(TASK DATA)
*** Block opens ***
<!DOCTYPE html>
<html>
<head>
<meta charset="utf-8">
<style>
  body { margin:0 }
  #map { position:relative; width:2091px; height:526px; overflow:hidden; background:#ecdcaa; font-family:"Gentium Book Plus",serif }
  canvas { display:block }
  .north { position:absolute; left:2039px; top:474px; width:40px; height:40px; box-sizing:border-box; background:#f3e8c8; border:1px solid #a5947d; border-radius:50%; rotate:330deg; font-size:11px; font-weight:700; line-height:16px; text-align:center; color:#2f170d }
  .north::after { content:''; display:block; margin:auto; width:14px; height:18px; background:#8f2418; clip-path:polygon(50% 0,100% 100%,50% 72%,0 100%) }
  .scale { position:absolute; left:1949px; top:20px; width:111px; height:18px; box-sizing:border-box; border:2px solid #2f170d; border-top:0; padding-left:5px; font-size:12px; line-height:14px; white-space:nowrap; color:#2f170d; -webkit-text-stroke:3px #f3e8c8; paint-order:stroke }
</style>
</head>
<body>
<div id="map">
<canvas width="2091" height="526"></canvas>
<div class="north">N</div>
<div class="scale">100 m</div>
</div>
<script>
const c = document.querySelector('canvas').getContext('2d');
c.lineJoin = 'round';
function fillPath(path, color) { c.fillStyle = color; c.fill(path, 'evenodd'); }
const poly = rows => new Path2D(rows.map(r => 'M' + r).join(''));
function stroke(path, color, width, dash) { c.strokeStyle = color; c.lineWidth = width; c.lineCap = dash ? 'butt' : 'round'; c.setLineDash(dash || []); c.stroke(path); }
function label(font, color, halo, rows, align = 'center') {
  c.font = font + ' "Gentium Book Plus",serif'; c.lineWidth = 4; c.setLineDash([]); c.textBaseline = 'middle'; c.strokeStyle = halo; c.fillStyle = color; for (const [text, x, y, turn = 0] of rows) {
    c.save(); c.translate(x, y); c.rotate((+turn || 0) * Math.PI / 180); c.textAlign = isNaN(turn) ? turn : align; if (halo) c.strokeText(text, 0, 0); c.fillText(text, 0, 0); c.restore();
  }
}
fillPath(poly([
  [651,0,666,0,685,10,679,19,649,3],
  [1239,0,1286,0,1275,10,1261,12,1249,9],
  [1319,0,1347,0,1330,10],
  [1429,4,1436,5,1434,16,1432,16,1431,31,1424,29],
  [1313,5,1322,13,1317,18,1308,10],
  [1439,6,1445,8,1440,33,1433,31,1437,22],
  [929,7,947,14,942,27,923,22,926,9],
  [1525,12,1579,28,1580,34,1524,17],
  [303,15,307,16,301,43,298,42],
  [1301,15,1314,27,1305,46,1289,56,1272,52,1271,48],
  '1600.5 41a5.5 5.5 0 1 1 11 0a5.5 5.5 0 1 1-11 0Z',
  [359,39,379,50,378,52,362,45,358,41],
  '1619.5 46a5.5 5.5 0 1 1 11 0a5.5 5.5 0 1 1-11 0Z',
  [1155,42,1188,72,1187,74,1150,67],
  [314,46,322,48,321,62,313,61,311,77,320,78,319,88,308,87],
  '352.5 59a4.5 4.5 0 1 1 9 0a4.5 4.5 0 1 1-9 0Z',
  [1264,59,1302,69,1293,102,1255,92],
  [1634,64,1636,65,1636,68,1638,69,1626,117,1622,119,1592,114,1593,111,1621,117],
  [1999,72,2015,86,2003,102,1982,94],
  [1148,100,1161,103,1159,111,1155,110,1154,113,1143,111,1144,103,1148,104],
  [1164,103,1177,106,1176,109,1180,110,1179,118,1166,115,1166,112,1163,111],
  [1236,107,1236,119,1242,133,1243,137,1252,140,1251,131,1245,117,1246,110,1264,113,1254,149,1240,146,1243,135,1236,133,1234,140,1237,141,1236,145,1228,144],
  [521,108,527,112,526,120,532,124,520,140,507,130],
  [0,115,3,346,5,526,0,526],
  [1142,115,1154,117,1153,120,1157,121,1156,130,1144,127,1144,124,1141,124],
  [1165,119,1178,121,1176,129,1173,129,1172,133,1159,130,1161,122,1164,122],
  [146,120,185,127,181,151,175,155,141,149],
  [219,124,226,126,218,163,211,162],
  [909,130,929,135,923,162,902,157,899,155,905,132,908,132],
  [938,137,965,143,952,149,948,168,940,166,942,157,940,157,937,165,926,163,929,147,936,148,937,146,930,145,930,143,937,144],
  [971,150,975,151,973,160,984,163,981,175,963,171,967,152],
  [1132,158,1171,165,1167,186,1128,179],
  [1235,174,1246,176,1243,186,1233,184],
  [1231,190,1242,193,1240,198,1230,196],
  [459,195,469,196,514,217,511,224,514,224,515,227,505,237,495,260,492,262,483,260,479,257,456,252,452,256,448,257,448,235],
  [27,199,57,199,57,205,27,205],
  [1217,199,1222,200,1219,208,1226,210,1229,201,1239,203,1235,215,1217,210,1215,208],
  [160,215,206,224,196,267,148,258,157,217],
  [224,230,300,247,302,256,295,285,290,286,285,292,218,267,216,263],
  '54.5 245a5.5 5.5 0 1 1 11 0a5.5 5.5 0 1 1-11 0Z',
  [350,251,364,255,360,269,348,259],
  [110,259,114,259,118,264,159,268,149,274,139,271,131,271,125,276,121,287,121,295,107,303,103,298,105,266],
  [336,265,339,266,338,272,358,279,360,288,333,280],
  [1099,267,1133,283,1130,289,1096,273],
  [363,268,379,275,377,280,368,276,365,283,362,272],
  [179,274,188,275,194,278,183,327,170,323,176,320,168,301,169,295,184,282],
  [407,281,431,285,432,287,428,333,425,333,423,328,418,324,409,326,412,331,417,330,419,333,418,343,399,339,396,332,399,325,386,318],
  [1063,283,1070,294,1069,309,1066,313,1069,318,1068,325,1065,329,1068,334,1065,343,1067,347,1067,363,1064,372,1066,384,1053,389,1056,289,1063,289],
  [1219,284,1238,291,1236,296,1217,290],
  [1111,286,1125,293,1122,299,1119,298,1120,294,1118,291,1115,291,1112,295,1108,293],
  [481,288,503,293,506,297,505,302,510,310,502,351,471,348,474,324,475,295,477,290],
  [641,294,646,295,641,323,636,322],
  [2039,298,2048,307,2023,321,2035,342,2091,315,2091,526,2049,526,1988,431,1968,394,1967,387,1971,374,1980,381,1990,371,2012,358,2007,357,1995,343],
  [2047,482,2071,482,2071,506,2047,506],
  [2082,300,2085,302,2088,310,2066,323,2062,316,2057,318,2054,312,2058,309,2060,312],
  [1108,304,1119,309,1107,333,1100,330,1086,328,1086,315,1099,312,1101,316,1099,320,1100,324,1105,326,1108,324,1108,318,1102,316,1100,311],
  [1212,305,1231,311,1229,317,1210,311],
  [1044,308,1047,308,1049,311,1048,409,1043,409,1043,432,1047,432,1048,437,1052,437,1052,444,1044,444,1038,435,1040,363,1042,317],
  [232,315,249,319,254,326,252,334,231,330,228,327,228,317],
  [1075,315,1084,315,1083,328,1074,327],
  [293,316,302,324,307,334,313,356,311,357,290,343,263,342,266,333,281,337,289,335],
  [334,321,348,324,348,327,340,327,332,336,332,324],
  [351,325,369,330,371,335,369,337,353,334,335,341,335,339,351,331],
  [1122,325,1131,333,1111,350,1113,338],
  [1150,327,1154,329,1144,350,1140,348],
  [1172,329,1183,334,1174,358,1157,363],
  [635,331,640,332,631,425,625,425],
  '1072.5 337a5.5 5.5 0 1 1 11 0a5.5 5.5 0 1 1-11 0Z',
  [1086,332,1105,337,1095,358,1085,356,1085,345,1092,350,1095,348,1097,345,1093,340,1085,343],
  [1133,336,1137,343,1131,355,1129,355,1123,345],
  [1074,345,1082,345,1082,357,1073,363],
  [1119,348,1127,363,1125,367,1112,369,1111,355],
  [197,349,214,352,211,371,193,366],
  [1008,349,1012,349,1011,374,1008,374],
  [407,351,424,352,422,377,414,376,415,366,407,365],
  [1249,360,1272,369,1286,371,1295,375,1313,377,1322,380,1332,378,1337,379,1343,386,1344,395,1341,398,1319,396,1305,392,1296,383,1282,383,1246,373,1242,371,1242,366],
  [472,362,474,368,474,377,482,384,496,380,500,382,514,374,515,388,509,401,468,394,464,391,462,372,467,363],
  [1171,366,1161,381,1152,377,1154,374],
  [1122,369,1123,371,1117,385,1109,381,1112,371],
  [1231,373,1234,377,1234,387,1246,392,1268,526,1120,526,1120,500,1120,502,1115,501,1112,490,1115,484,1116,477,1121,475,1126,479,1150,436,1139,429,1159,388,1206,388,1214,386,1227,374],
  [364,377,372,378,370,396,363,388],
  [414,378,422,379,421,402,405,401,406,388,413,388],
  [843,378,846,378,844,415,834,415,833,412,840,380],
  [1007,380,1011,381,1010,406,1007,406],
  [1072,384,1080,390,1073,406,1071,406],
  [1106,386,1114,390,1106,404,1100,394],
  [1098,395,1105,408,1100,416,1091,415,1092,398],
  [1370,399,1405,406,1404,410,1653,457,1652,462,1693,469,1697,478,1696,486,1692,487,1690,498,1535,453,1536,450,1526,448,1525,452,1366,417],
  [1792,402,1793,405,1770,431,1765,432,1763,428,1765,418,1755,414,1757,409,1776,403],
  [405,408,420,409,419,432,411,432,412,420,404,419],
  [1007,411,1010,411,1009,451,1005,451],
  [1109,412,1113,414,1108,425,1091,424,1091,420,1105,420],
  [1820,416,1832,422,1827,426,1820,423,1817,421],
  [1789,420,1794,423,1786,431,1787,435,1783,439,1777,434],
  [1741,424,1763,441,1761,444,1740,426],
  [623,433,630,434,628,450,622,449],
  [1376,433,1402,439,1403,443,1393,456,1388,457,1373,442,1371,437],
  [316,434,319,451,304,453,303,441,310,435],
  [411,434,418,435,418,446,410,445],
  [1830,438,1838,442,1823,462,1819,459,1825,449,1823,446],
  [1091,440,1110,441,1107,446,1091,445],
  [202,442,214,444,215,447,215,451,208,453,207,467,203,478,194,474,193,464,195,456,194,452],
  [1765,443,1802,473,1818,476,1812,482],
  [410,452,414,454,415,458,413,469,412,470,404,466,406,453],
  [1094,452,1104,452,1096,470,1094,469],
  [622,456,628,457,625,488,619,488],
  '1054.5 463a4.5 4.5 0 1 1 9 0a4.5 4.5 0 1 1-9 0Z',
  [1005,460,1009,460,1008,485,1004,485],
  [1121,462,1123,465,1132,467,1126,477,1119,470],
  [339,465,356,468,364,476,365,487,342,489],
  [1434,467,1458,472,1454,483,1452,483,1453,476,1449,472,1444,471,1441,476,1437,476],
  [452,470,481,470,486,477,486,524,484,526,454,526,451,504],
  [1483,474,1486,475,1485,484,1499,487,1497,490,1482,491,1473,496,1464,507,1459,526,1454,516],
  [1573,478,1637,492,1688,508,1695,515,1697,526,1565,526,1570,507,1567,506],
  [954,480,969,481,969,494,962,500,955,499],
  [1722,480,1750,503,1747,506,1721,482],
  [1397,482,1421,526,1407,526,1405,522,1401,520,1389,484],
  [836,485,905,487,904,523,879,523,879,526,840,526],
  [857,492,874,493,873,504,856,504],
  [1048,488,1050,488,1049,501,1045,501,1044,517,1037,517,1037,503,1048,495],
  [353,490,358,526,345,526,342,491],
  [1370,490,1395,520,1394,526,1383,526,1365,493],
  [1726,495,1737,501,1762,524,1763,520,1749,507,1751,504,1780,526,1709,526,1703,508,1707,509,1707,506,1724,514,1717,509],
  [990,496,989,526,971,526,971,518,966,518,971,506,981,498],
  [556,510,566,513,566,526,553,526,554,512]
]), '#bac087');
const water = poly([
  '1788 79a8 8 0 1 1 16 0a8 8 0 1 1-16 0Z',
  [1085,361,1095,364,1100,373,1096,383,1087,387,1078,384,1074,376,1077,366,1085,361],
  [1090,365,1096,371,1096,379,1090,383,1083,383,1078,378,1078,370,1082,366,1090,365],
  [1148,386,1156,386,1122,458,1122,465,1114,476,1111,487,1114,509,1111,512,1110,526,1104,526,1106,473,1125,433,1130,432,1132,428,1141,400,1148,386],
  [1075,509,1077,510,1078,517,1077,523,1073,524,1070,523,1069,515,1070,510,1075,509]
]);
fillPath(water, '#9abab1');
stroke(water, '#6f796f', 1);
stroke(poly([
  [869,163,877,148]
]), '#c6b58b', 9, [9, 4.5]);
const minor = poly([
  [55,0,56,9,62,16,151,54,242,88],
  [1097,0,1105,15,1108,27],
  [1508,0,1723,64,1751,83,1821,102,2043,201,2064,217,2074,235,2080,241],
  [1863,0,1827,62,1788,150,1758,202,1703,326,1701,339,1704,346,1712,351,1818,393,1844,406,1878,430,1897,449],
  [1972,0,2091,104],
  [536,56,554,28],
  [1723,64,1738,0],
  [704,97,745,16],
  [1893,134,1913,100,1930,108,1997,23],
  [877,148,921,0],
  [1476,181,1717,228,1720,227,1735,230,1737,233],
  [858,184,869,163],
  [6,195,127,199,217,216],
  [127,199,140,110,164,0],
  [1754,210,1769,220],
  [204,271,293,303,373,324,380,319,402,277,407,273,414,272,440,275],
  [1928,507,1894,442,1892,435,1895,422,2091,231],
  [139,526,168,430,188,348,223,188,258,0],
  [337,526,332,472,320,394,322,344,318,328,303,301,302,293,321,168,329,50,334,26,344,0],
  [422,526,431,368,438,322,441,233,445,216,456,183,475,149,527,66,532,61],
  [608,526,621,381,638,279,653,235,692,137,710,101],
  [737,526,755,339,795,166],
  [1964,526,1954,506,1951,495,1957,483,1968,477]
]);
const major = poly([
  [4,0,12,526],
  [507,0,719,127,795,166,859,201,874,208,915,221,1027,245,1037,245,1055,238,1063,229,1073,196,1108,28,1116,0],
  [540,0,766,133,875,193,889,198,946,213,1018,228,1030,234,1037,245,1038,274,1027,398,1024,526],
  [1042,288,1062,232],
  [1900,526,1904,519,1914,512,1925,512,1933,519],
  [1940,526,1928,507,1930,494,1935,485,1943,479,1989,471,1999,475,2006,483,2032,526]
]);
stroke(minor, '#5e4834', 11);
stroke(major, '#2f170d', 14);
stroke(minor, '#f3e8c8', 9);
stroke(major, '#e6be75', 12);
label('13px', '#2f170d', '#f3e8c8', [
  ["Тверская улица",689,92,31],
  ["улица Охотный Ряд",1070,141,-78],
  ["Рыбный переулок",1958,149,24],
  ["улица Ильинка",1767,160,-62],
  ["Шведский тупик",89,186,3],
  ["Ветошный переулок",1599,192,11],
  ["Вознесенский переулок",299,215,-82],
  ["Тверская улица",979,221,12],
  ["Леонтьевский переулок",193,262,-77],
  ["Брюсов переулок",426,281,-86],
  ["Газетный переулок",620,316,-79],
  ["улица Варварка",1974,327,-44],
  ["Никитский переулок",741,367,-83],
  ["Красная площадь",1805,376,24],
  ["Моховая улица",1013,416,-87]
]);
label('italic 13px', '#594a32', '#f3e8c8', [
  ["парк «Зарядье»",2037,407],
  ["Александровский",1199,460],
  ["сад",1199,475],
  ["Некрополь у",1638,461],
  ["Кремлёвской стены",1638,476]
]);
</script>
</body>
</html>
*** Block closes ***
(TASK) After checking the entries, state how many lines contain "strokeStyle", and write nothing but the number.

(ANSWER FOR THIS EXERCISE) 2